LOMBARD, Ill. — Matthew Rose, the outgoing chairman of BNSF, told a crowd of 850 rail executives and shippers Wednesday that times are good for railroads, but continued success is in their own hands.
"The quality of the business has never been better. The returns have never been higher," said Rose at the Midwest Association of Rail Shippers (MARS) winter meeting in Lombard, Illinois, Wednesday. Rose will be leaving his post in April after 26 years with the railroad including 13 as CEO.
The railroads have been taking advantage of skyrocketing growth in the intermodal segment of their business after years of development work, explained Rose.
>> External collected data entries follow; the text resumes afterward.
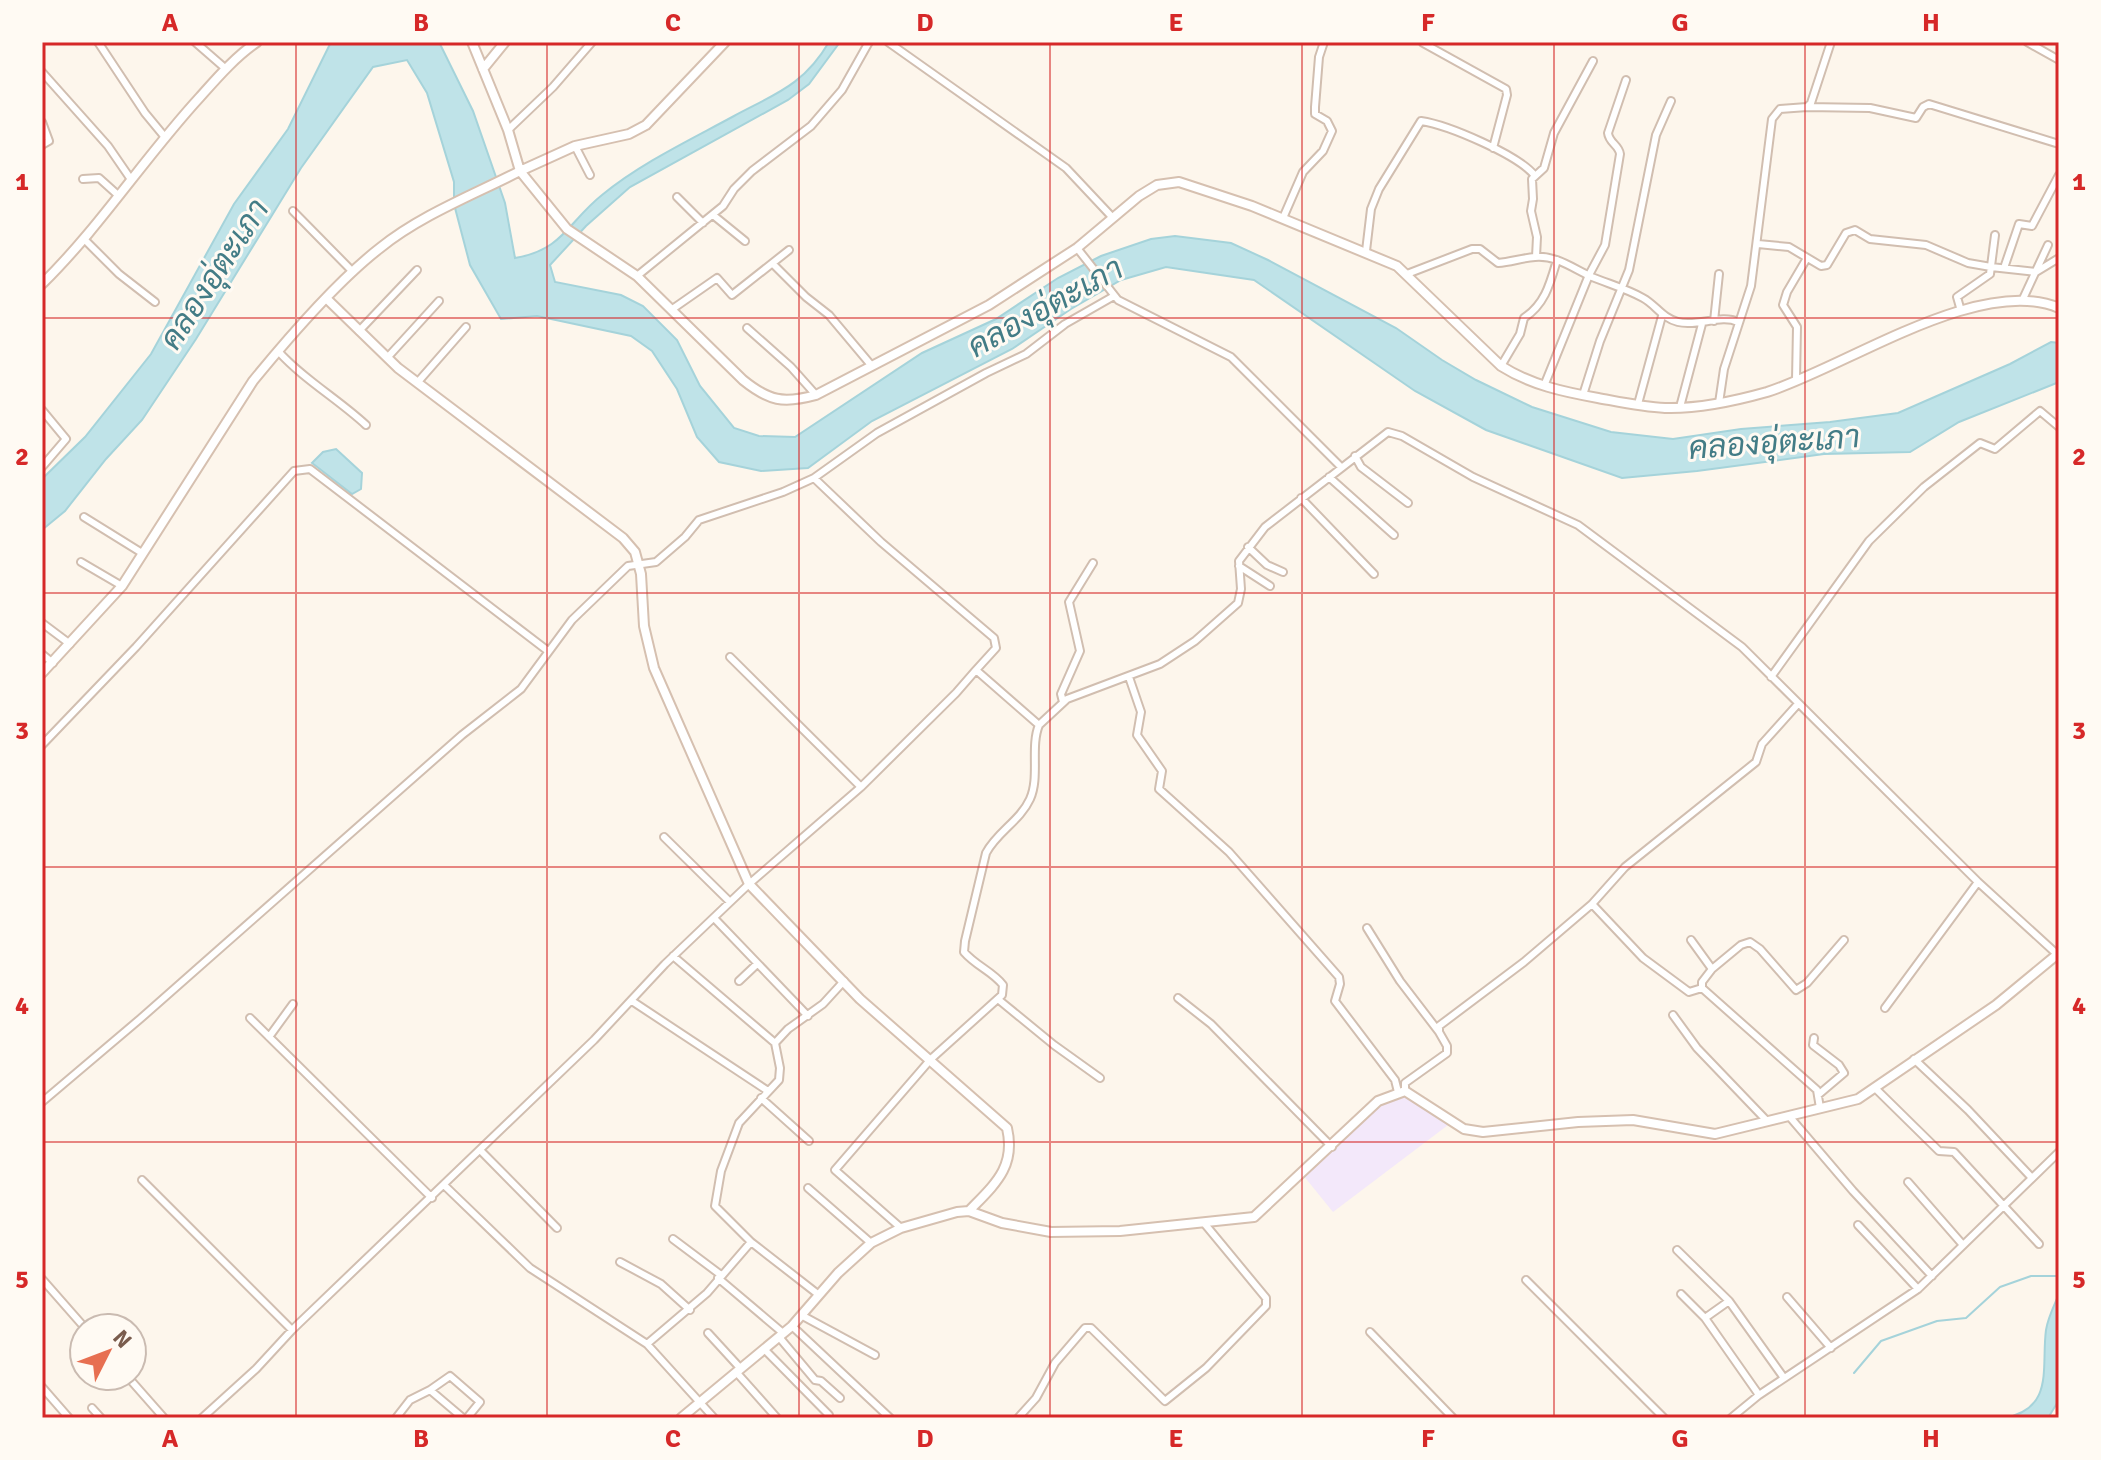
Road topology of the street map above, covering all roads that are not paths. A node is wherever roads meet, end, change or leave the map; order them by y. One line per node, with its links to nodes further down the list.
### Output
1 (98, 42): 24 (street)
2 (195, 42): 16 (street)
3 (472, 42): 17 (street)
4 (505, 42): 17 (street)
5 (592, 42): 23 (street)
6 (725, 42): 27 (street)
7 (869, 42): 38 (street)
8 (888, 42): 39 (street)
9 (1324, 42): 40 (street)
10 (1831, 42): 21 (street)
11 (2027, 42): 14 (street)
12 (1423, 43): 28 (street)
13 (250, 44): 16 (street)
14 (2059, 60)
15 (1593, 61): 32 (street)
16 (226, 69): 24 (street)
17 (483, 69): 23 (street)
18 (42, 72): 33 (street)
19 (1626, 80): 62 (street)
20 (1671, 101): 65 (street)
21 (1807, 107): 25 (street); 45 (street)
22 (42, 122): 26 (street)
23 (508, 130): 29 (street)
24 (164, 136): 33 (street)
25 (2059, 144)
26 (42, 145)
27 (575, 146): 29 (street); 30 (street)
28 (1493, 148): 32 (street); 48 (street)
29 (520, 171): 58 (street); 63 (street)
30 (590, 175)
31 (2059, 175): 56 (street)
32 (1535, 176): 50 (street)
33 (130, 178): 35 (street)
34 (83, 179): 35 (street)
35 (119, 196): 43 (street)
36 (677, 197): 41 (street)
37 (293, 211): 58 (street)
38 (713, 215): 41 (street); 44 (street)
39 (1113, 218): 40 (street); 49 (street)
40 (1283, 218): 48 (street)
41 (703, 223): 63 (street)
42 (1995, 235): 55 (street)
43 (85, 240): 64 (street); 70 (street)
44 (745, 241)
45 (1758, 244): 51 (street); 76 (street)
46 (2048, 245): 59 (street)
47 (789, 250): 54 (street)
48 (1366, 251): 60 (street)
49 (1080, 252): 66 (street); 83 (street)
50 (1536, 257): 53 (street); 60 (street)
51 (1807, 258): 55 (street); 85 (street)
52 (2059, 258): 59 (street)
53 (1557, 260): 62 (street); 84 (street)
54 (773, 264): 72 (street); 83 (street)
55 (1991, 267): 56 (street); 73 (street)
56 (2004, 268): 59 (street)
57 (417, 270): 80 (street)
58 (353, 272): 67 (street)
59 (2036, 272): 69 (street)
60 (1407, 274): 84 (street)
61 (1719, 274): 75 (street)
62 (1589, 275): 65 (street); 87 (street)
63 (637, 276): 72 (street)
64 (42, 284)
65 (1621, 287): 74 (street); 89 (street)
66 (1113, 295): 98 (street); 100 (street)
67 (327, 299): 80 (street); 81 (street)
68 (439, 301): 82 (street)
69 (2022, 301): 71 (street); 73 (street)
70 (155, 302)
71 (2059, 308)
72 (671, 310): 88 (street)
73 (1961, 311): 85 (street)
74 (1662, 316): 77 (street); 91 (street)
75 (1714, 321): 76 (street); 77 (street)
76 (1738, 322): 90 (street)
77 (1702, 324): 92 (street)
78 (466, 327): 86 (street)
79 (747, 328): 88 (street)
80 (359, 331): 82 (street)
81 (278, 351): 94 (street); 106 (street)
82 (387, 358): 86 (street)
83 (871, 365): 88 (street)
84 (1501, 366): 87 (street)
85 (1796, 380): 90 (street)
86 (417, 383): 109 (street)
87 (1544, 386): 89 (street)
88 (816, 395)
89 (1583, 395): 91 (street)
90 (1719, 403): 92 (street)
91 (1638, 404): 92 (street)
92 (1680, 407)
93 (42, 410): 97 (street)
94 (366, 425)
95 (2059, 427): 124 (street)
96 (1355, 456): 98 (street); 102 (street); 124 (street)
97 (42, 467)
98 (1341, 467): 99 (street)
99 (1329, 477): 101 (street); 104 (street)
100 (814, 478): 109 (street); 121 (street)
101 (1301, 498): 105 (street); 112 (street)
102 (1408, 503)
103 (84, 517): 106 (street)
104 (1394, 535)
105 (1248, 547): 110 (street); 111 (street)
106 (142, 553): 113 (street)
107 (81, 562): 113 (street)
108 (1093, 563): 125 (street)
109 (639, 564): 117 (street); 132 (street)
110 (1239, 566): 114 (street); 123 (street)
111 (1283, 572)
112 (1374, 574)
113 (122, 586): 116 (street)
114 (1270, 586)
115 (42, 623): 116 (street)
116 (70, 644): 120 (street)
117 (548, 651): 128 (street); 166 (street)
118 (42, 654): 120 (street)
119 (730, 657): 129 (street)
120 (53, 663): 122 (street)
121 (976, 670): 127 (street); 129 (street)
122 (42, 673)
123 (1129, 677): 125 (street); 163 (street)
124 (1771, 677): 126 (street)
125 (1063, 702): 127 (street)
126 (1797, 705): 131 (street); 134 (street)
127 (1039, 725): 147 (street)
128 (42, 745)
129 (861, 787): 132 (street)
130 (664, 837): 133 (street)
131 (1978, 882): 139 (street); 150 (street)
132 (749, 884): 133 (street); 144 (street)
133 (730, 902): 135 (street)
134 (1592, 904): 145 (street); 154 (street)
135 (714, 918): 140 (street); 141 (street)
136 (1367, 928): 154 (street)
137 (1691, 940): 142 (street)
138 (1844, 940): 142 (street)
139 (2058, 955): 159 (street)
140 (673, 956): 148 (street); 157 (street)
141 (757, 964): 143 (street); 152 (street)
142 (1712, 969): 145 (street)
143 (739, 981)
144 (844, 981): 152 (street); 158 (street)
145 (1702, 988): 164 (street)
146 (1178, 998): 171 (street)
147 (999, 1000): 158 (street); 160 (street)
148 (632, 1001): 162 (street); 172 (street)
149 (293, 1004): 155 (street)
150 (1885, 1008)
151 (1673, 1015): 169 (street)
152 (808, 1016): 157 (street)
153 (250, 1018): 155 (street)
154 (1439, 1032): 163 (street)
155 (269, 1037): 179 (street)
156 (1814, 1038): 164 (street)
157 (775, 1043): 162 (street)
158 (931, 1059): 181 (street); 185 (street)
159 (1914, 1059): 161 (street); 174 (street)
160 (1100, 1078)
161 (1876, 1089): 167 (street); 180 (street)
162 (768, 1091): 165 (street)
163 (1401, 1092): 169 (street); 171 (street)
164 (1818, 1095): 167 (street)
165 (761, 1098): 170 (street); 187 (street)
166 (42, 1102)
167 (1820, 1108): 168 (street)
168 (1789, 1116): 169 (street); 194 (street)
169 (1767, 1121)
170 (809, 1141)
171 (1332, 1147): 182 (street)
172 (481, 1151): 177 (street); 184 (street)
173 (2059, 1152): 174 (street)
174 (2032, 1178): 180 (street)
175 (142, 1180): 207 (street)
176 (1908, 1182): 190 (street)
177 (445, 1186): 179 (street); 211 (street)
178 (808, 1188): 188 (street)
179 (432, 1198): 207 (street)
180 (2004, 1205): 189 (street); 190 (street)
181 (969, 1211): 182 (street); 185 (street)
182 (1204, 1223): 235 (street)
183 (1858, 1225): 197 (street)
184 (557, 1228)
185 (901, 1228): 188 (street)
186 (673, 1239): 193 (street)
187 (751, 1242): 193 (street); 199 (street)
188 (871, 1243): 199 (street)
189 (2039, 1244)
190 (1963, 1245): 194 (street)
191 (1677, 1250): 201 (street)
192 (620, 1262): 202 (street)
193 (720, 1276): 202 (street); 210 (street)
194 (1932, 1276): 197 (street)
195 (42, 1279): 203 (street)
196 (1526, 1280): 237 (street)
197 (1918, 1289): 212 (street)
198 (1681, 1294): 205 (street)
199 (819, 1295): 204 (street)
200 (1787, 1297): 212 (street)
201 (1729, 1301): 205 (street); 216 (street)
202 (690, 1310): 211 (street)
203 (71, 1312)
204 (801, 1315): 206 (street); 214 (street)
205 (1705, 1318): 220 (street)
206 (792, 1326): 210 (street); 234 (street)
207 (292, 1330): 228 (street)
208 (1370, 1332): 236 (street)
209 (708, 1333): 215 (street)
210 (781, 1335): 213 (street); 221 (street)
211 (647, 1344): 222 (street)
212 (1831, 1348): 216 (street)
213 (765, 1350): 215 (street); 224 (street)
214 (875, 1355)
215 (739, 1371): 222 (street); 233 (street)
216 (1784, 1378): 220 (street)
217 (42, 1387): 225 (street)
218 (430, 1390): 229 (street); 230 (street); 230 (street)
219 (141, 1392): 227 (street)
220 (1759, 1395): 238 (street)
221 (840, 1398)
222 (700, 1401): 231 (street); 232 (street)
223 (92, 1408): 226 (street)
224 (829, 1415)
225 (69, 1418)
226 (101, 1418)
227 (164, 1418)
228 (202, 1418)
229 (397, 1418)
230 (465, 1418)
231 (681, 1418)
232 (714, 1418)
233 (777, 1418)
234 (890, 1418)
235 (1018, 1418)
236 (1453, 1418)
237 (1664, 1418)
238 (1731, 1418)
"We spent almost a decade trying to figure out how we can make intermodal really a big part of the railroad industry," he said. The last two weeks of September 2018 broke the all-time U.S. record for transporting the most intermodal units.
Rose said in terms of loads, intermodal is the only obvious growth area right now. But what could bring uncertainty to this bullish segment of the railroads' business is regulation, according to Rose.
"Right now the [Surface Transportation Board ] STB doesn’t even regulate intermodal," he said. As long as service runs smoothly, he expects that could remain the case, but if shippers become frustrated, railroads are likely to hear about it through the conduit of the STB.
"What do we gotta do? We gotta make sure we don’t screw it up... The number one way we’ll screw it up is service."
The controversy around service centered around the industry's transition to precision scheduled railroading (PSR) — a trend BNSF has chosen to sit out.
"People talk about 'it should result in better service' and I hope it does," said Rose, adding that the evidence of that is yet unseen in his opinion. A hallmark of PSR is what railroads call "rationalizing," which entails streamlining their networks — closing facilities and condensing routes to minimize stops, delays and dwell time.
"I think you run into potentially a lot of problems when you start rationalizing your network," said Rose. He warned the process of streamlining routes and loads could bring about further scrutiny from the STB that could potentially interrupt intermodal's heyday.
Though the railroads compare themselves to each other in terms of service, nearly every speaker at the MARS meeting acknowledged that their real competition is trucking.
"We’ve got to be able to achieve those same levels of productivity on the railroad or else our spread between the highway and the rail will get narrower and narrower, and we’ll lose traffic," said Rose.